PROBLEM STATEMENT: Nothing in the data may be altered as it is transcribed.

SOURCE RECORDS: Begin

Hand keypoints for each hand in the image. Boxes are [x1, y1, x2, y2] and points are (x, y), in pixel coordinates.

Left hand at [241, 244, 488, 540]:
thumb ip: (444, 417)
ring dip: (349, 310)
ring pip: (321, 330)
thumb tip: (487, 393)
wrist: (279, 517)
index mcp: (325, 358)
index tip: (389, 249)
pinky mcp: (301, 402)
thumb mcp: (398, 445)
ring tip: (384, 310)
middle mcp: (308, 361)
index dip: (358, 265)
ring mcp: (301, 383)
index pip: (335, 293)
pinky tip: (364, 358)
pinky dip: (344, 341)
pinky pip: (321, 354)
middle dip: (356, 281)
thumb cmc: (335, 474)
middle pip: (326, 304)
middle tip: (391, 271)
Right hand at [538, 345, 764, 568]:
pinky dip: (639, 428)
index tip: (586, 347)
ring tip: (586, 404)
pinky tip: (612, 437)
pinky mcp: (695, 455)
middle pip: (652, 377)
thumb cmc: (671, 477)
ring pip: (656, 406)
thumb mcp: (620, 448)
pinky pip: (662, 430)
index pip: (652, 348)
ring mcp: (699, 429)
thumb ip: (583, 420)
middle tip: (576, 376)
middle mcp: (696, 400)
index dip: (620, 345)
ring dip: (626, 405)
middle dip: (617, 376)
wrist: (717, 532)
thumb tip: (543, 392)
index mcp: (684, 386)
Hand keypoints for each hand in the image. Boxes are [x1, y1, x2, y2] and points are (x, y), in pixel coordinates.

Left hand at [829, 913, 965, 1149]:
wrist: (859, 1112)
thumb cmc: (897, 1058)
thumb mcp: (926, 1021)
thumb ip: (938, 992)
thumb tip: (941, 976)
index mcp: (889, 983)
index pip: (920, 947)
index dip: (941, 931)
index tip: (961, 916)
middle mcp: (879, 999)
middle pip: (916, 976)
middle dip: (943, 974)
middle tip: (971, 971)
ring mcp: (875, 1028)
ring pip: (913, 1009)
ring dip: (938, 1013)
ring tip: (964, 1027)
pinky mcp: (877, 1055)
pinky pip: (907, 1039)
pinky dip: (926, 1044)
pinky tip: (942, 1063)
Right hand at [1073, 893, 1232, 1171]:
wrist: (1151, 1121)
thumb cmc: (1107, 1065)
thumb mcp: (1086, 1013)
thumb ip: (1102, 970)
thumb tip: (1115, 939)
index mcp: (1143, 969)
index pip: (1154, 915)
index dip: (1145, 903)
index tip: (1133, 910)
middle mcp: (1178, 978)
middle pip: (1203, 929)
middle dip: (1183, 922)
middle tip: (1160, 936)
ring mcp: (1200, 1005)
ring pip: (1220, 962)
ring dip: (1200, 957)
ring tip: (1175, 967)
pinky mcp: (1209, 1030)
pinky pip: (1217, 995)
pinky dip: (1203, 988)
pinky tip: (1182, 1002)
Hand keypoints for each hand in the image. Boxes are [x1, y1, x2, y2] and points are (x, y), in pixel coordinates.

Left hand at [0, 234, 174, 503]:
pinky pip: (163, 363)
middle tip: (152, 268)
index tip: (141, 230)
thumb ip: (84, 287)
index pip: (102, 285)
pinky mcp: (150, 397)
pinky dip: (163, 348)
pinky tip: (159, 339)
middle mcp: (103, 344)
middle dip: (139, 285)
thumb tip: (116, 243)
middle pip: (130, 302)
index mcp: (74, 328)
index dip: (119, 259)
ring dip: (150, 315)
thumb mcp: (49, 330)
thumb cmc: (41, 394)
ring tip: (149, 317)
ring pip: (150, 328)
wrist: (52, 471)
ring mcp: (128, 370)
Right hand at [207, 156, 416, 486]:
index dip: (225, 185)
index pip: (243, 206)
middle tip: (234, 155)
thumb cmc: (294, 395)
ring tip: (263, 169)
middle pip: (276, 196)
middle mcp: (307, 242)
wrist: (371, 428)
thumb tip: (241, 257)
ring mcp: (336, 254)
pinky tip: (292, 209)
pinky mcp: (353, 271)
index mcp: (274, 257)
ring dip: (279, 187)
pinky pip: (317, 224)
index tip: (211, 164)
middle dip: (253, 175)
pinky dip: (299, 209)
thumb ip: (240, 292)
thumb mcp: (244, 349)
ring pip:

SOURCE RECORDS: End

ANSWER SECTION:
Hand keypoints for each hand in the image. Boxes are [x1, y1, x2, y2] and points are (x, y), in pixel coordinates.

Left hand at [241, 244, 488, 540]:
thumb ip: (444, 417)
ring dip: (349, 310)
ring pip: (321, 330)
thumb tip: (487, 393)
wrist: (279, 517)
index mcp: (325, 358)
index tip: (389, 249)
pinky mcp: (301, 402)
thumb mcp: (398, 445)
ring tip: (384, 310)
middle mcp: (308, 361)
index dip: (358, 265)
ring mcp: (301, 383)
index pip: (335, 293)
pinky tip: (364, 358)
pinky dip: (344, 341)
pinky pip: (321, 354)
middle dip: (356, 281)
thumb cmc: (335, 474)
middle pip: (326, 304)
middle tip: (391, 271)
Right hand at [538, 345, 764, 568]:
pinky dip: (639, 428)
index tip: (586, 347)
ring tip: (586, 404)
pinky tip: (612, 437)
pinky mcp: (695, 455)
middle pip: (652, 377)
thumb cmc: (671, 477)
ring pip: (656, 406)
thumb mcp: (620, 448)
pinky pip: (662, 430)
index pip: (652, 348)
ring mcp: (699, 429)
thumb ip: (583, 420)
middle tip: (576, 376)
middle mcp: (696, 400)
index dip: (620, 345)
ring dip: (626, 405)
middle dip: (617, 376)
wrist: (717, 532)
thumb tip: (543, 392)
index mcp: (684, 386)
Hand keypoints for each hand in the image. Boxes are [x1, y1, x2, y2] and points are (x, y), in pixel coordinates.

Left hand at [829, 913, 965, 1149]:
wrist: (859, 1112)
thumb cmc: (897, 1058)
thumb mcp: (926, 1021)
thumb ip: (938, 992)
thumb tip: (941, 976)
index mcp: (889, 983)
index pip: (920, 947)
index dip: (941, 931)
index tip: (961, 916)
middle mcp: (879, 999)
middle pip: (916, 976)
middle dip: (943, 974)
middle tip: (971, 971)
ring mcp: (875, 1028)
ring pip: (913, 1009)
ring dip: (938, 1013)
ring tip: (964, 1027)
pinky mcp: (877, 1055)
pinky pip: (907, 1039)
pinky dip: (926, 1044)
pinky tip: (942, 1063)
Right hand at [1073, 893, 1232, 1171]:
wrist: (1151, 1121)
thumb cmc: (1107, 1065)
thumb mcp: (1086, 1013)
thumb ip: (1102, 970)
thumb tip: (1115, 939)
index mcp: (1143, 969)
index pip: (1154, 915)
index dip: (1145, 903)
index tip: (1133, 910)
middle mcp: (1178, 978)
middle pip: (1203, 929)
middle dip: (1183, 922)
middle tip: (1160, 936)
ring mcp: (1200, 1005)
ring pip: (1220, 962)
ring dip: (1200, 957)
ring tip: (1175, 967)
pinky mcp: (1209, 1030)
pinky pip: (1217, 995)
pinky dip: (1203, 988)
pinky tip: (1182, 1002)
Hand keypoints for each hand in the image. Boxes are [x1, y1, x2, y2] and points are (x, y), in pixel coordinates.

Left hand at [0, 234, 174, 503]:
pinky pip: (163, 363)
middle tip: (152, 268)
index tip: (141, 230)
thumb ip: (84, 287)
index pip: (102, 285)
pinky mcp: (150, 397)
pinky dip: (163, 348)
pinky tip: (159, 339)
middle mcp: (103, 344)
middle dip: (139, 285)
thumb tip: (116, 243)
middle pip: (130, 302)
index mcp: (74, 328)
index dip: (119, 259)
ring dip: (150, 315)
thumb mcp: (49, 330)
thumb cmc: (41, 394)
ring tip: (149, 317)
ring pip: (150, 328)
wrist: (52, 471)
ring mcp: (128, 370)
Right hand at [207, 156, 416, 486]:
index dip: (225, 185)
index pip: (243, 206)
middle tip: (234, 155)
thumb cmc: (294, 395)
ring tip: (263, 169)
middle pip: (276, 196)
middle mcp: (307, 242)
wrist: (371, 428)
thumb tip: (241, 257)
ring mcp: (336, 254)
pinky tip: (292, 209)
pinky mcp: (353, 271)
index mcp: (274, 257)
ring dip: (279, 187)
pinky pip: (317, 224)
index tip: (211, 164)
middle dip: (253, 175)
pinky dip: (299, 209)
thumb ip: (240, 292)
thumb mcp: (244, 349)
ring pip:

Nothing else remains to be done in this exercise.